# Sky Hd



## 6022tivo (Oct 29, 2002)

I have just realised that you can but a SKY HD box with no subs on ebay for about £150, and you can get BBD HD without a SKY sub of any sort. You only have to pay the Sky HD £10 fee for the sky channels..

So for £150 I could have a HD box I can use for FTA and FTV HDTV, with no Sky sub??

I am right, or am I being stupid, and if I pay Sky for a basic channel package (NO HD) I can use the + functions for recording also (Now free from July with a valid sub).


----------



## aerialplug (Oct 20, 2000)

I've also only just discovered that you can get a new Sky HD box on Ebay for half of what Sky charge (bearing in mind that Sky also insist on a £60 installation visit unless you have multiroom for which the visit will be free).

The BBC HD channel has no restrictions such as encryption so a Sky HD box with no card in it should allow the BBC's HD offerings to be seen and it's only a little expense to get the FTV card. 

I'm not sure if you can get the Sky HD channels just by paying the £10 for the HD - you may need to get a subscription that includes those channels (i.e. if you want Discovery HD, you'll also need to get the package that includes Discovery Channel).

Also, if you don't intend to subscribe to any of the Sky packages, you'll also need to pay a £10 monthly charge for the Sky+ functionality. It's true that they've now removed this charge for all packages, if you don't subscribe to Sky in any way, you won't get the Sky+ functionality without the £10 a month fee.
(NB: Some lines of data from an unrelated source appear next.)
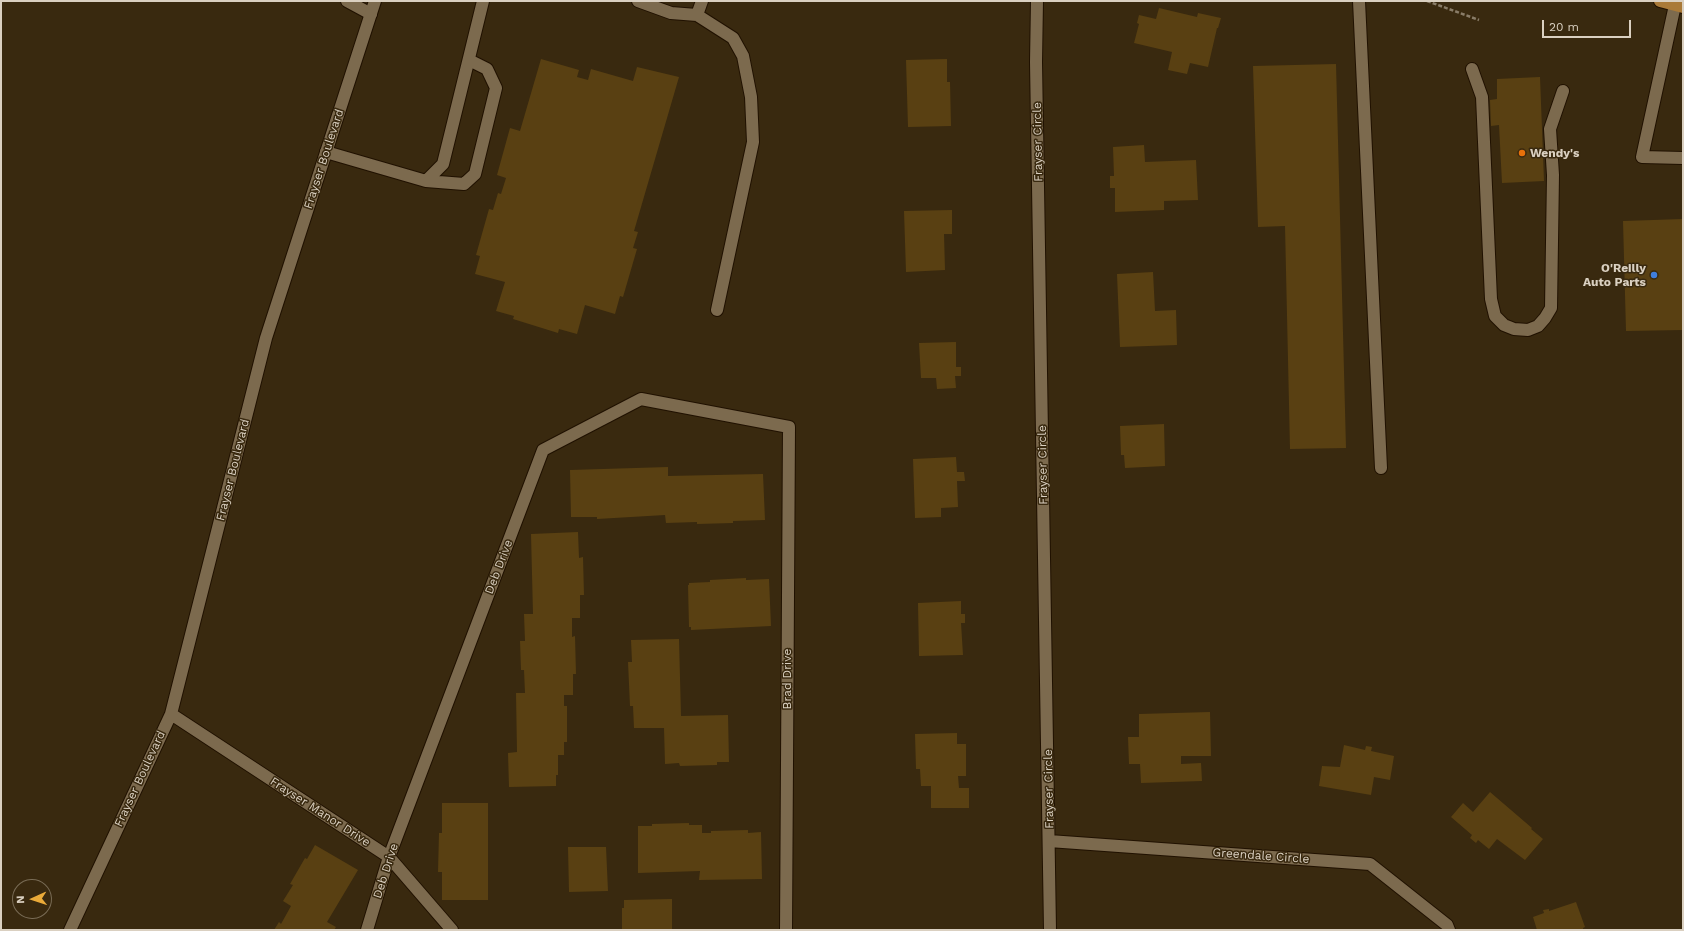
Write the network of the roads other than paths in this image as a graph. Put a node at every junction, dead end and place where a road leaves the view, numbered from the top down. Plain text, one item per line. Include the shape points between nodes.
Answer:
1 (347, 1) edge
2 (375, 1) edge
3 (483, 1) edge
4 (638, 1) edge
5 (702, 1) edge
6 (1037, 1) edge
7 (1359, 1) edge
8 (1660, 1) edge
9 (1679, 6) edge
10 (371, 14) junction
11 (697, 15) junction
12 (469, 60) junction
13 (1472, 68) dead end
14 (1563, 92) dead end
15 (326, 152) junction
16 (1683, 158) edge
17 (426, 181) junction
18 (717, 310) dead end
19 (789, 427) joint
20 (1381, 468) dead end
21 (171, 714) junction
22 (1049, 841) junction
23 (389, 857) junction
24 (70, 930) edge
25 (367, 930) edge
26 (452, 930) edge
27 (786, 930) edge
28 (1050, 930) edge
29 (1449, 930) edge

1 - 10 street
2 - 10 street, Frayser Boulevard
3 - 12 street
4 - 11 street via 672,13
5 - 11 street
6 - 22 street, Frayser Circle
7 - 20 street
8 - 9 highway
9 - 16 street via 1642,157
10 - 15 street, Frayser Boulevard
11 - 18 street via 733,38 743,56 751,97 753,142
12 - 17 street via 443,164
12 - 17 street via 487,69 496,88 475,174 464,184
13 - 14 street via 1482,97 1491,299 1495,316 1504,325 1514,329 1528,330 1538,326 1551,308 1553,175 1550,129
15 - 17 street
15 - 21 street, Frayser Boulevard via 266,338
19 - 23 street, Deb Drive via 641,399 543,450
19 - 27 street, Brad Drive
21 - 23 street, Frayser Manor Drive
21 - 24 street, Frayser Boulevard
22 - 28 street, Frayser Circle
22 - 29 street, Greendale Circle via 1370,864 1447,925
23 - 25 street, Deb Drive
23 - 26 street, Frayser Manor Drive

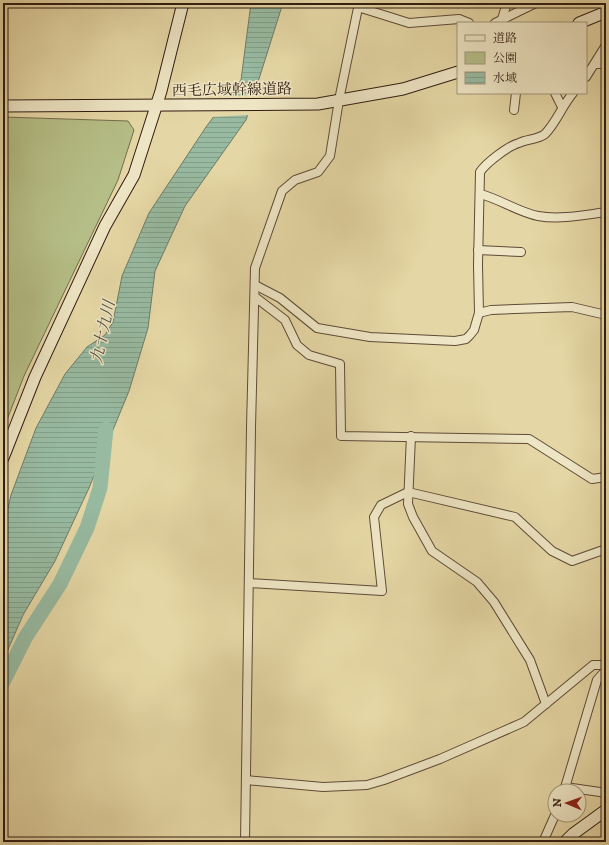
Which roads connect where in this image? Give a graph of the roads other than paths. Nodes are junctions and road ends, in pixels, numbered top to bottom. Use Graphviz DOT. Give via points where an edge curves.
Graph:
graph roads {
  1 [pos="183,3"];
  2 [pos="507,3"];
  3 [pos="536,3"];
  4 [pos="359,5"];
  5 [pos="606,12"];
  6 [pos="498,21"];
  7 [pos="466,22"];
  8 [pos="581,22"];
  9 [pos="606,45"];
  10 [pos="606,59"];
  11 [pos="595,64"];
  12 [pos="457,72"];
  13 [pos="587,76"];
  14 [pos="516,94"];
  15 [pos="556,94"];
  16 [pos="572,94"];
  17 [pos="339,100"];
  18 [pos="3,106"];
  19 [pos="156,106"];
  20 [pos="562,107"];
  21 [pos="514,110"];
  22 [pos="480,194"];
  23 [pos="606,212"];
  24 [pos="478,250"];
  25 [pos="521,252"];
  26 [pos="255,285"];
  27 [pos="255,297"];
  28 [pos="479,313"];
  29 [pos="606,315"];
  30 [pos="411,436"];
  31 [pos="3,458"];
  32 [pos="606,477"];
  33 [pos="408,492"];
  34 [pos="606,549"];
  35 [pos="249,583"];
  36 [pos="606,666"];
  37 [pos="606,670"];
  38 [pos="546,704"];
  39 [pos="246,780"];
  40 [pos="566,783"];
  41 [pos="587,791"];
  42 [pos="606,794"];
  43 [pos="606,810"];
  44 [pos="551,823"];
  45 [pos="245,842"];
  46 [pos="543,842"];
  47 [pos="565,842"];
  1 -- 19 [label="street"];
  2 -- 6 [label="street"];
  3 -- 6 [label="street"];
  4 -- 7 [label="street" via="409,23 459,19"];
  4 -- 17 [label="street"];
  5 -- 8 [label="street"];
  9 -- 11 [label="street"];
  10 -- 11 [label="street" via="603,64"];
  11 -- 13 [label="street"];
  12 -- 17 [label="street, 西毛広域幹線道路" via="403,89"];
  14 -- 21 [label="street"];
  15 -- 20 [label="street"];
  16 -- 20 [label="street"];
  17 -- 19 [label="street, 西毛広域幹線道路" via="318,104"];
  17 -- 26 [label="street" via="330,156 318,172 295,180 282,191 255,268"];
  18 -- 19 [label="street, 西毛広域幹線道路"];
  19 -- 31 [label="street" via="134,175 105,226 35,377"];
  20 -- 22 [label="street" via="544,135 530,141 519,142 484,166 480,172"];
  22 -- 23 [label="street" via="538,216 556,218"];
  22 -- 24 [label="street"];
  24 -- 25 [label="street"];
  24 -- 28 [label="street"];
  26 -- 27 [label="street"];
  26 -- 28 [label="street" via="280,298 317,328 370,337 455,341 466,339 474,330"];
  27 -- 30 [label="street" via="285,320 297,346 309,355 340,364 341,436"];
  27 -- 35 [label="street"];
  28 -- 29 [label="street" via="491,310 572,307"];
  30 -- 32 [label="street" via="529,439 592,479"];
  30 -- 33 [label="street"];
  33 -- 34 [label="street" via="516,517 552,551 572,560"];
  33 -- 35 [label="street" via="381,505 374,517 382,591"];
  33 -- 38 [label="street" via="408,504 413,517 432,551 477,582 494,602 530,660"];
  35 -- 39 [label="street"];
  36 -- 38 [label="street" via="593,665"];
  37 -- 40 [label="street" via="597,680"];
  38 -- 39 [label="street" via="524,722 488,739 367,785 323,787"];
  39 -- 45 [label="street"];
  41 -- 42 [label="street"];
  43 -- 47 [label="street"];
  44 -- 46 [label="street"];
}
So your statement is true - basic package without HD will make your Sky HD box a Sky+ box which will also allow you to view and record the BBC HD channel (which actually is still a trial channel until it gets formal approval).


----------



## Pete77 (Aug 1, 2006)

I can see this strengthens the case for getting an HD television to replace my ageing 4:3 29" instead of a 32" or 36" widescreen CRT as I was previously thinking of doing. And although a 36" CRT widescreen is probably only £150 or so on Ebay its a hell of a lot of work arranging for picking it up with an estate car and then arranging for foolish volunteers to help carry it in to your living room. But then some people here claim only a £1500 Plasma is any good and anywhere near a CRT for quality but I can't justify spending more than £700 on one so the conundrum continues.

Really I wonder how the BBC and ITV are going to manage to sell their own HD boxes next year when you will never be able to get Eurosport, Sky One, Discovery etc on them. I suppose the main selling point will probably be also having a PVR Sky+ like facility with no monthly sub to pay at all.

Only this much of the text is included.